Historic divergence with contemporary connectivity in a catadromous fish, the estuary perch (Macquaria colonorum)
Shaddick, K., Gilligan, D.M., Burridge, C.P., Jerry, D.R., Truong, K., Beheregaray, L.B., 2011. Historic divergence with contemporary connectivity in a catadromous fish, the estuary perch (Macquaria colonorum). Canadian Journal of Fisheries & Aquatic Sciences, 68(2): 304–318.

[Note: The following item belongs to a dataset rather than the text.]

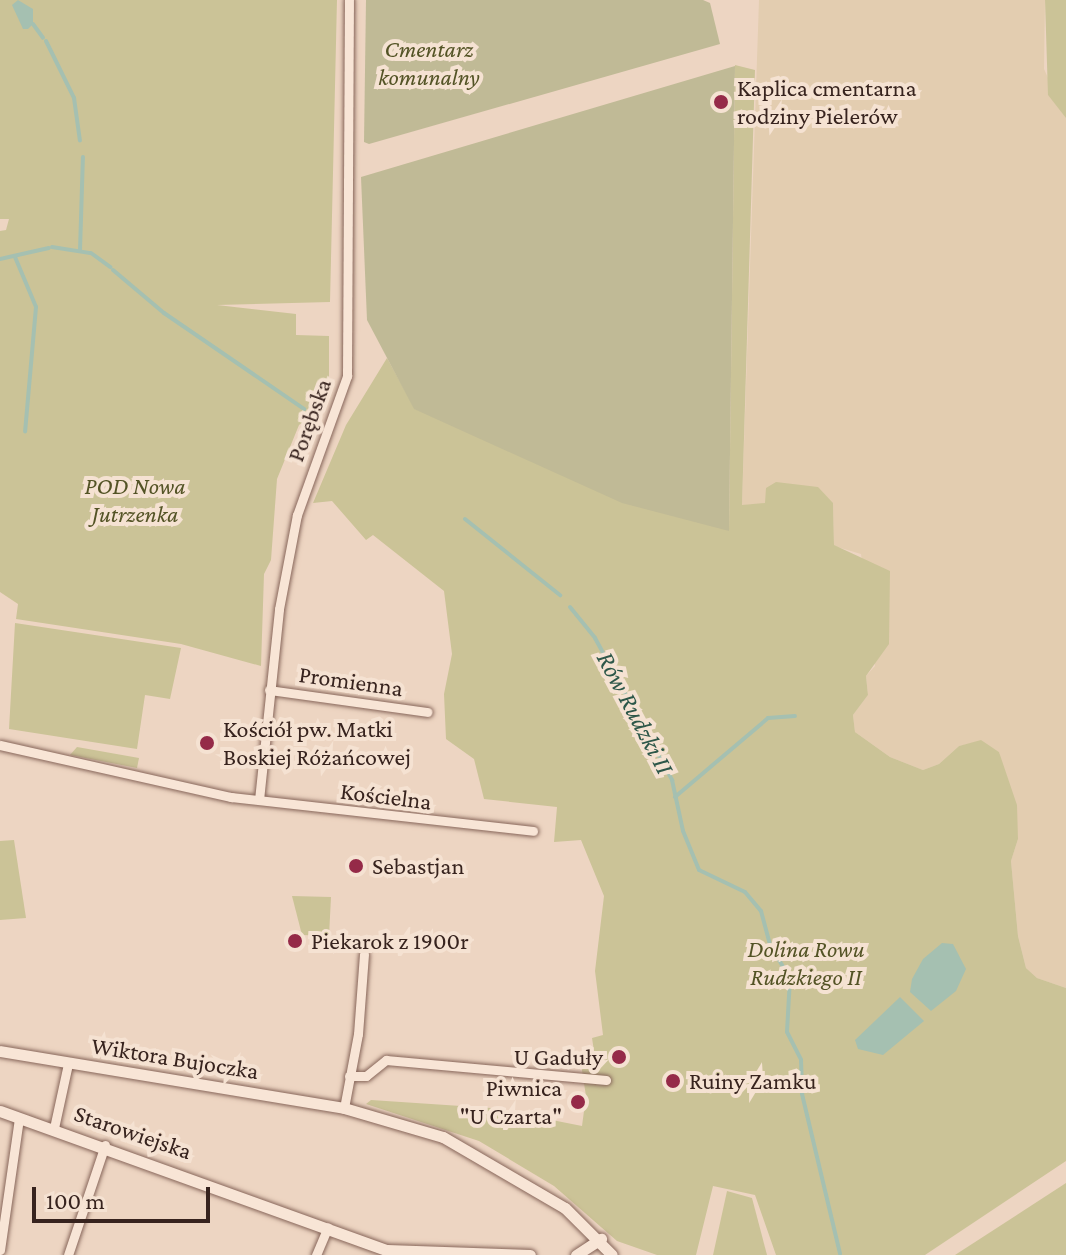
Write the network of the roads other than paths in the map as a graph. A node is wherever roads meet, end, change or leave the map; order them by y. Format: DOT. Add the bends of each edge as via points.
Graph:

Estuary perch provide an important recreational fishery within estuaries along the NSW coastline. Detailed genetic analysis was used to study the current population structure of the species throughout their distribution and to study how historical changes in sea level and oceanic currents may have influenced their evolution. Genetic data from mitochondrial DNA clearly separated the species into two populations, with the two separated in the vicinity of Jervis Bay on the NSW south coast. In contrast, genetic data from nuclear DNA suggested no marked population structure across large distances. Together, these analyses suggest that the two separate populations may have formed during the Pleistocene ice ages when the exposed landbridge between Tasmania and mainland Australia isolated estuary perch populations in NSW and eastern Victoria from populations in western Victoria. The two populations subsequently expanded towards the end of the Pleistocene. Current connectivity between populations appears to be maintained by movement of fish between estuaries, facilitated by both large and fine-scale oceanic currents such as the Eastern Australian Current and Zeehan Current. This is consistent with genetic analyses undertaken on other marine/estuarine fishes in SE Australia and highlights the important role of the marine environment in driving population genetic processes in estuarine species.